Instructions to follow — The word "Magadi" marks the lines you need; copy each of them from the data.

(Dataset entries)

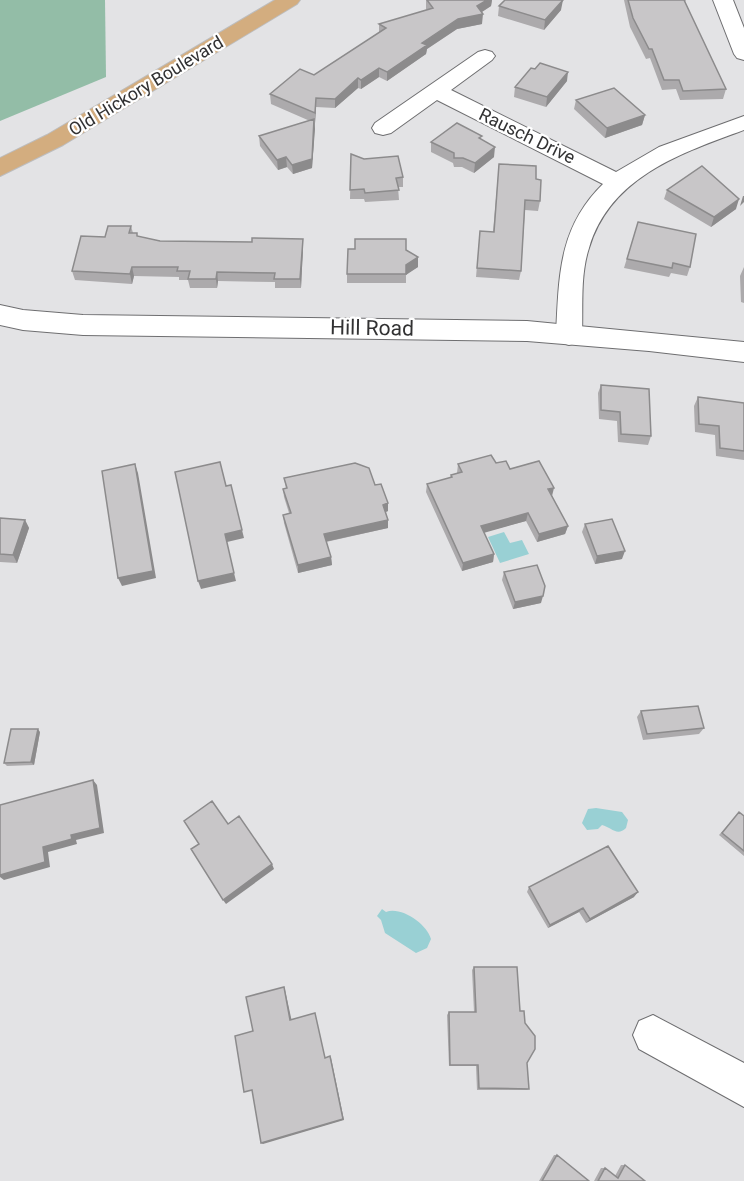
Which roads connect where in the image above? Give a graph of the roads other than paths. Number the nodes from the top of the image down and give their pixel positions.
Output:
1 (290, 0) edge
2 (723, 0) edge
3 (744, 54) edge
4 (485, 56) dead end
5 (436, 91) junction
6 (744, 123) edge
7 (383, 128) dead end
8 (0, 168) edge
9 (618, 182) junction
10 (0, 315) edge
11 (569, 335) junction
12 (744, 352) edge
13 (653, 1035) dead end
14 (744, 1086) edge

1 - 8 main road, Old Hickory Boulevard
2 - 3 street
4 - 5 street
5 - 7 street
5 - 9 street, Rausch Drive
6 - 9 street
9 - 11 street
10 - 11 street, Hill Road
11 - 12 street, Hill Road
13 - 14 street

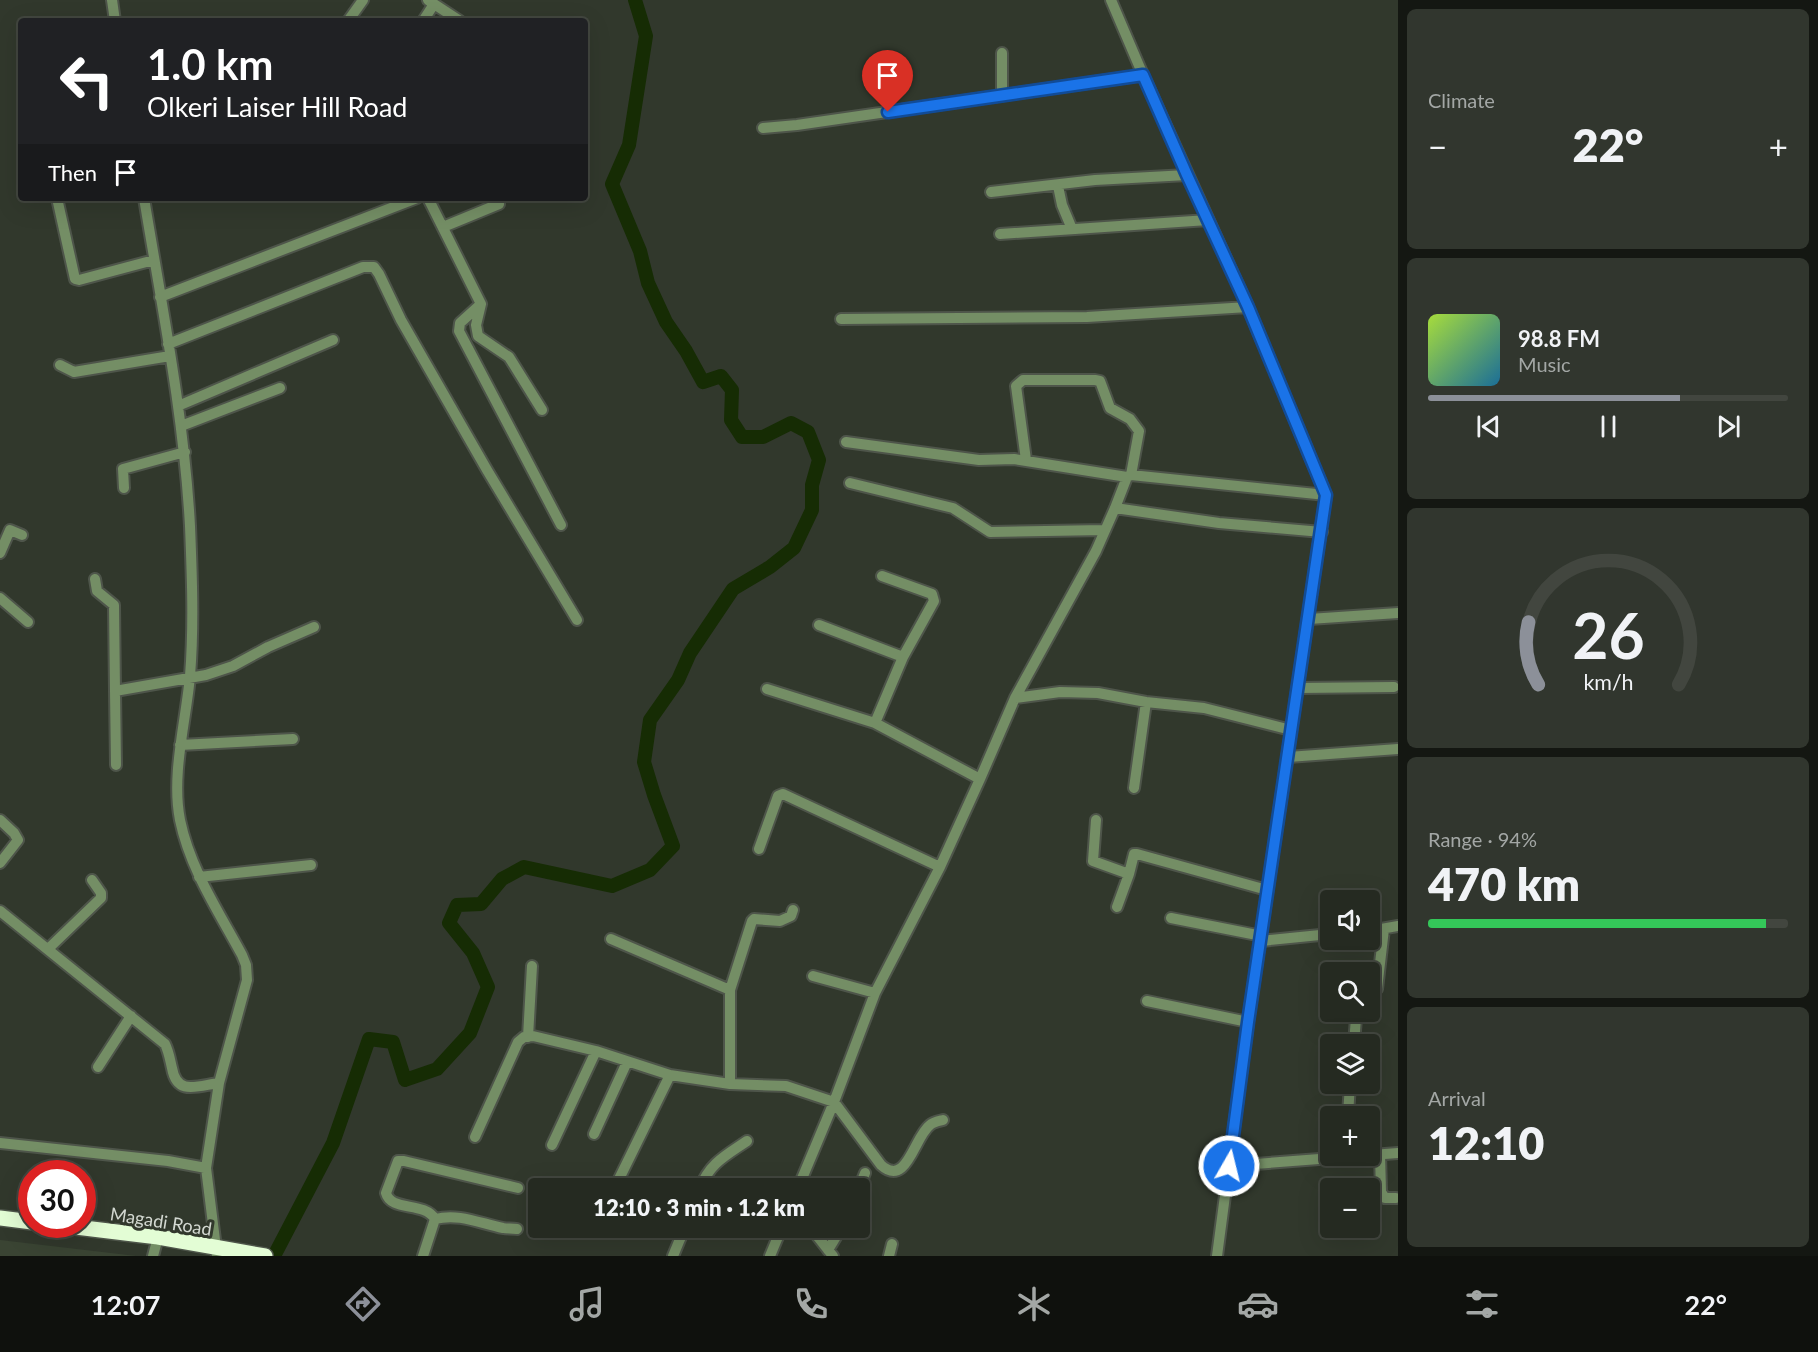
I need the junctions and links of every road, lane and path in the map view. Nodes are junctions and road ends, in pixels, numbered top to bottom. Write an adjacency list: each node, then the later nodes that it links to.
1 (363, 0): 6 (street)
2 (1111, 0): 10 (street)
3 (114, 1): 5 (street)
4 (431, 2): 7 (street); 8 (street)
5 (115, 18)
6 (350, 18)
7 (424, 18)
8 (455, 18)
9 (1002, 53): 11 (street)
10 (1143, 75): 11 (street); 13 (street)
11 (1002, 96): 12 (street)
12 (764, 128)
13 (1187, 175): 14 (street); 21 (street)
14 (1058, 186): 15 (street); 23 (street)
15 (991, 192)
16 (58, 201): 25 (street)
17 (144, 201): 25 (street)
18 (409, 201): 26 (street)
19 (430, 201): 22 (street)
20 (499, 204): 22 (street)
21 (1208, 220): 23 (street); 28 (street)
22 (443, 227): 27 (street)
23 (1072, 230): 24 (street)
24 (1000, 234)
25 (154, 260): 26 (street)
26 (160, 297): 31 (street)
27 (481, 304): 36 (street); 46 (street)
28 (1248, 307): 29 (street); 44 (street)
29 (841, 319)
30 (333, 340): 35 (street)
31 (168, 344): 32 (street); 56 (street)
32 (170, 356): 33 (street); 35 (street)
33 (60, 365)
34 (280, 388): 37 (street)
35 (178, 406): 37 (street)
36 (542, 410)
37 (181, 426): 39 (street)
38 (846, 442): 40 (street)
39 (185, 452): 43 (street); 61 (street)
40 (1026, 460): 41 (street); 41 (street)
41 (1129, 476): 44 (street); 45 (street)
42 (850, 483): 47 (street)
43 (124, 488)
44 (1326, 495): 48 (street)
45 (1115, 508): 47 (street); 48 (street)
46 (561, 525)
47 (1104, 530): 66 (street)
48 (1322, 532): 55 (street)
49 (22, 535): 50 (street)
50 (0, 553)
51 (882, 576): 60 (street)
52 (95, 579): 65 (street)
53 (0, 598): 57 (street)
54 (1398, 613): 55 (street)
55 (1309, 619): 63 (street)
56 (577, 620)
57 (28, 622)
58 (819, 625): 60 (street)
59 (314, 627): 61 (street)
60 (903, 657): 68 (street)
61 (190, 677): 65 (street); 71 (street)
62 (1394, 687): 63 (street)
63 (1298, 688): 69 (street)
64 (767, 690): 68 (street)
65 (115, 691): 74 (street)
66 (1015, 698): 67 (street); 75 (street)
67 (1146, 702): 69 (street); 76 (street)
68 (875, 723): 75 (street)
69 (1291, 730): 73 (street)
70 (293, 739): 71 (street)
71 (180, 745): 84 (street)
72 (1398, 749): 73 (street)
73 (1288, 757): 86 (street)
74 (117, 765)
75 (980, 779): 82 (street)
76 (1134, 788)
77 (0, 820): 80 (street)
78 (1096, 820): 83 (street)
79 (759, 849): 82 (street)
80 (0, 862)
81 (311, 866): 84 (street)
82 (940, 867): 102 (street)
83 (1129, 874): 86 (street); 87 (street)
84 (199, 877): 111 (street)
85 (92, 880): 97 (street)
86 (1267, 890): 96 (street)
87 (1117, 907)
88 (793, 910): 101 (street)
89 (0, 911): 97 (street)
90 (1172, 918): 96 (street)
91 (1398, 926): 92 (street)
92 (1384, 929): 93 (street); 98 (street)
93 (1380, 930)
94 (1320, 935): 96 (street)
95 (611, 939): 101 (street)
96 (1261, 939): 105 (street)
97 (48, 949): 104 (street)
98 (1380, 963)
99 (532, 966): 106 (street)
100 (813, 976): 102 (street)
101 (730, 990): 112 (street)
102 (875, 993): 113 (street)
103 (1147, 1001): 105 (street)
104 (131, 1016): 109 (street); 111 (street)
105 (1248, 1022): 123 (street)
106 (528, 1037): 107 (street); 116 (street)
107 (596, 1051): 108 (street); 119 (street)
108 (627, 1062): 110 (street); 115 (street)
109 (98, 1067)
110 (670, 1075): 112 (street); 126 (street)
111 (219, 1083): 124 (street)
112 (730, 1084): 113 (street)
113 (834, 1102): 114 (street); 128 (street)
114 (944, 1120)
115 (594, 1134)
116 (475, 1137)
117 (747, 1142): 127 (street)
118 (0, 1143): 124 (street)
119 (552, 1145)
120 (1398, 1153): 121 (street)
121 (1380, 1154): 131 (street)
122 (1320, 1158): 123 (street)
123 (1229, 1166): 151 (street)
124 (206, 1168): 143 (street)
125 (865, 1173): 129 (street)
126 (620, 1178)
127 (704, 1178)
128 (802, 1178)
129 (863, 1178)
130 (518, 1188): 134 (street)
131 (1396, 1198)
132 (0, 1218): 133 (highway)
133 (18, 1220)
134 (435, 1220): 136 (street); 147 (street)
135 (96, 1229): 137 (highway, Magadi Road)
136 (517, 1229)
137 (158, 1237): 143 (highway, Magadi Road); 145 (street)
138 (680, 1238): 148 (street)
139 (777, 1238): 149 (street)
140 (819, 1238): 144 (street)
141 (837, 1238): 144 (street)
142 (892, 1244): 150 (street)
143 (217, 1252): 146 (highway, Magadi Road)
144 (831, 1253)
145 (153, 1256)
146 (265, 1256)
147 (423, 1256)
148 (673, 1256)
149 (770, 1256)
150 (889, 1256)
151 (1217, 1256)

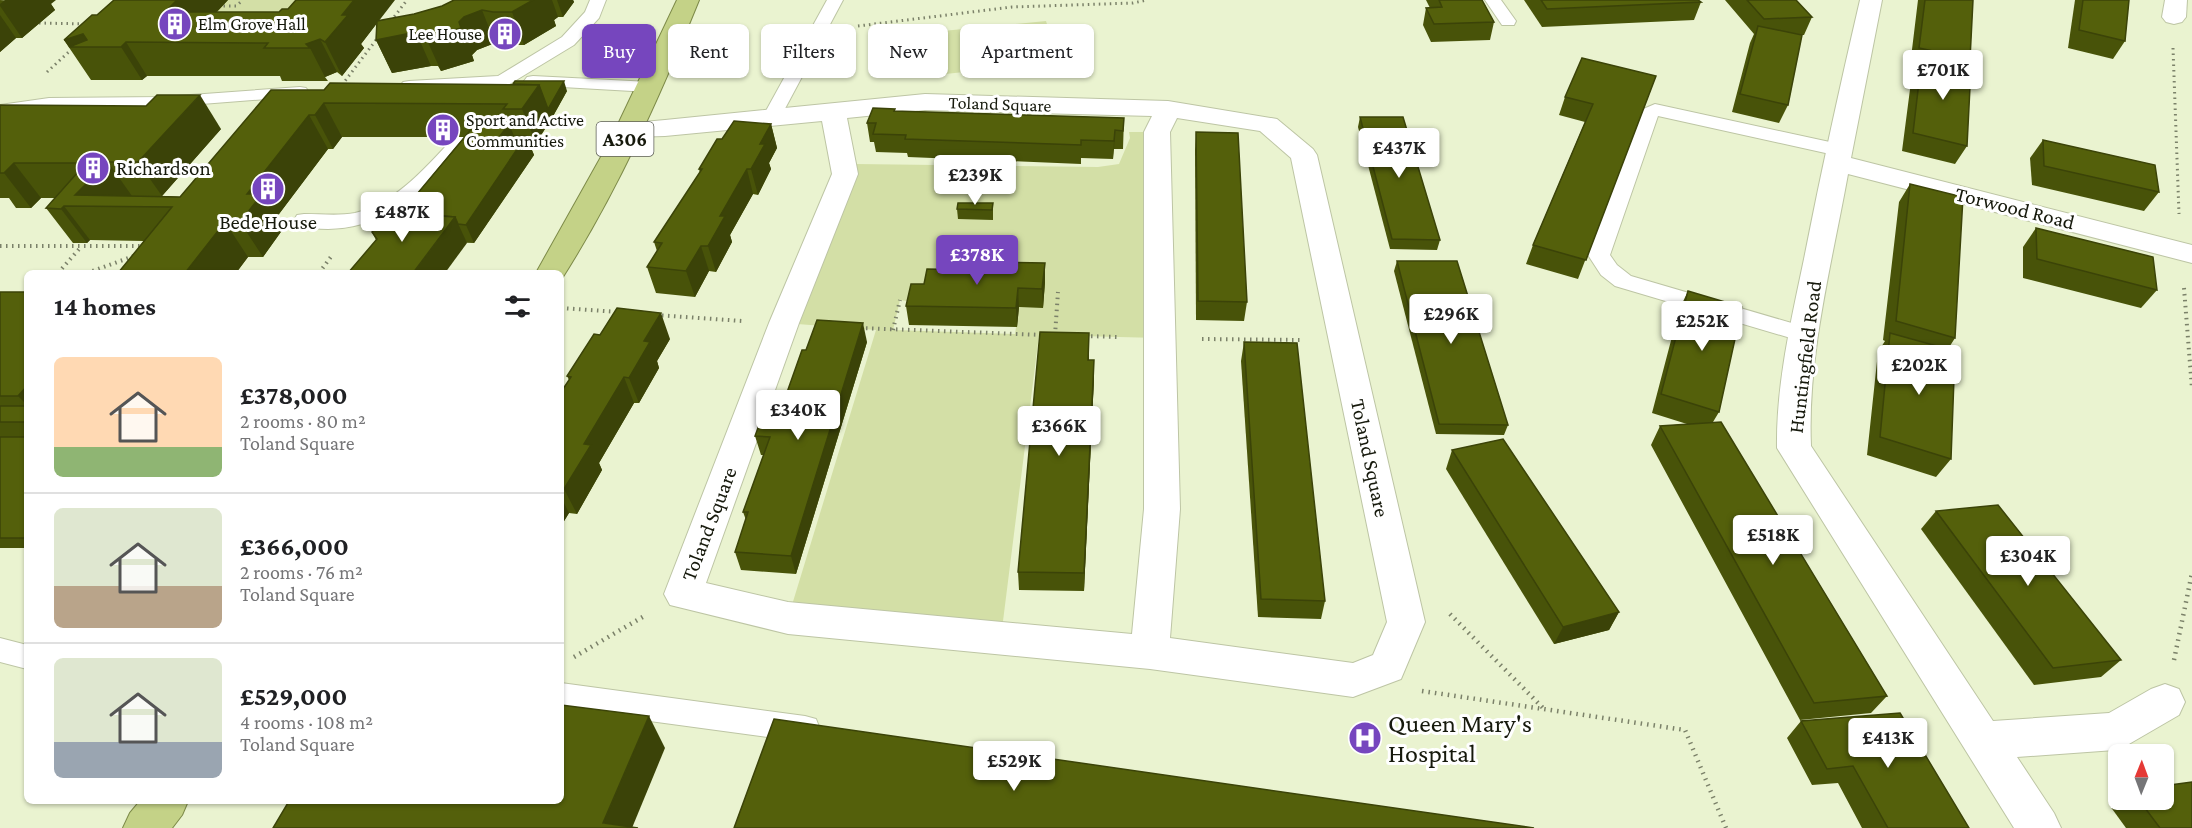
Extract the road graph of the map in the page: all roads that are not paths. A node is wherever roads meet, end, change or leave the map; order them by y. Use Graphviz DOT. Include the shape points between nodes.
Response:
graph roads {
  1 [pos="598,0"];
  2 [pos="688,0"];
  3 [pos="835,0"];
  4 [pos="1493,0"];
  5 [pos="1871,0"];
  6 [pos="1508,21"];
  7 [pos="502,81"];
  8 [pos="396,87"];
  9 [pos="650,87"];
  10 [pos="339,90"];
  11 [pos="491,98"];
  12 [pos="1168,109"];
  13 [pos="5,110"];
  14 [pos="833,112"];
  15 [pos="771,118"];
  16 [pos="631,129"];
  17 [pos="464,138"];
  18 [pos="1838,157"];
  19 [pos="304,220"];
  20 [pos="2186,253"];
  21 [pos="553,270"];
  22 [pos="1804,334"];
  23 [pos="0,650"];
  24 [pos="1150,652"];
  25 [pos="24,656"];
  26 [pos="564,696"];
  27 [pos="2165,702"];
  28 [pos="832,732"];
  29 [pos="1983,741"];
  30 [pos="165,804"];
  31 [pos="145,828"];
  32 [pos="2039,828"];
  1 -- 7 [label="lane" via="593,14 568,41"];
  2 -- 9 [label="highway, A306"];
  3 -- 15 [label="lane"];
  4 -- 6 [label="lane"];
  5 -- 18 [label="street, Huntingfield Road"];
  7 -- 8 [label="lane"];
  7 -- 9 [label="lane"];
  7 -- 11 [label="lane"];
  9 -- 16 [label="highway, A306"];
  10 -- 13 [label="lane" via="164,102 49,104"];
  12 -- 14 [label="street, Toland Square" via="925,102"];
  12 -- 24 [label="street" via="1157,132 1162,509"];
  12 -- 24 [label="street, Toland Square" via="1268,124 1304,155 1406,622 1387,667 1353,680"];
  14 -- 15 [label="street, Toland Square"];
  14 -- 24 [label="street, Toland Square" via="845,174 784,323 683,594 788,618"];
  15 -- 16 [label="street, Toland Square"];
  16 -- 21 [label="highway, A306"];
  17 -- 19 [label="lane" via="414,188 373,213 365,217"];
  18 -- 20 [label="street, Torwood Road"];
  18 -- 22 [label="street, Huntingfield Road"];
  18 -- 22 [label="lane" via="1655,110 1648,114 1599,255 1623,281"];
  22 -- 29 [label="street, Huntingfield Road" via="1793,411 1794,448"];
  23 -- 25 [label="lane"];
  26 -- 28 [label="lane"];
  27 -- 29 [label="street" via="2115,730"];
  29 -- 32 [label="street, Huntingfield Road"];
  30 -- 31 [label="highway"];
}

Reply —
135 (96, 1229): 137 (highway, Magadi Road)
137 (158, 1237): 143 (highway, Magadi Road); 145 (street)
143 (217, 1252): 146 (highway, Magadi Road)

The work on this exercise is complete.